→ **Task brief**
Only the pictures stay out; please return all the entries below exactly as written.

Collected data entries:
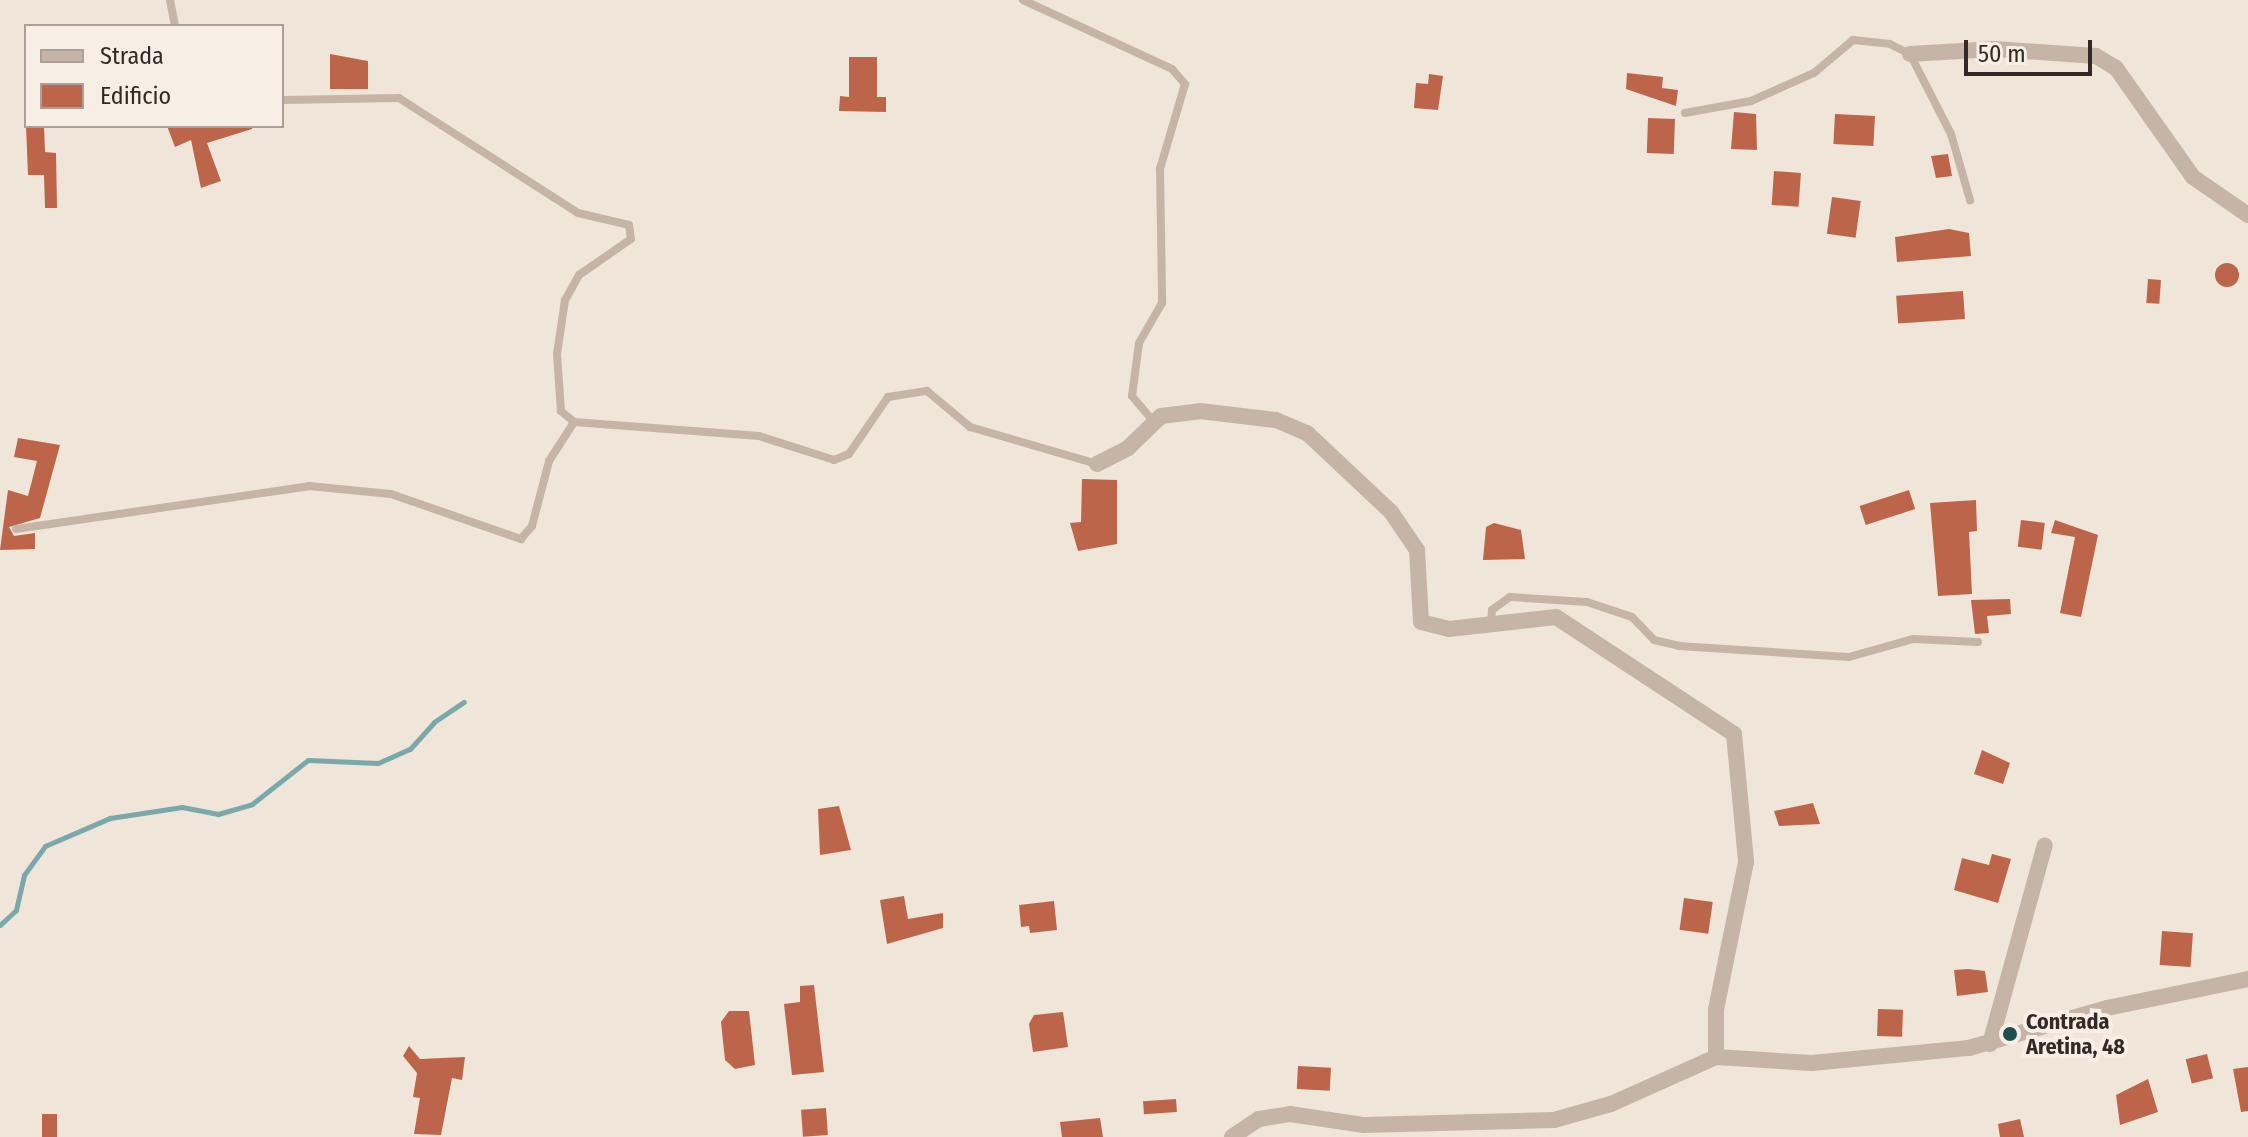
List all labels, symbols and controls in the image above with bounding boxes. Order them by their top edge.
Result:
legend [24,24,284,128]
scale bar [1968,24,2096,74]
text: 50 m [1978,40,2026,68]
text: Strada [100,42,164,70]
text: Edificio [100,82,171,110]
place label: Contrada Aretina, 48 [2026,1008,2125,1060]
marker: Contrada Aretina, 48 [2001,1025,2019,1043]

→ **Task result**
List all labels, symbols and controls in the image above with bounding boxes. Order them by their top edge.
Result:
legend [24,24,284,128]
scale bar [1968,24,2096,74]
text: 50 m [1978,40,2026,68]
text: Strada [100,42,164,70]
text: Edificio [100,82,171,110]
place label: Contrada Aretina, 48 [2026,1008,2125,1060]
marker: Contrada Aretina, 48 [2001,1025,2019,1043]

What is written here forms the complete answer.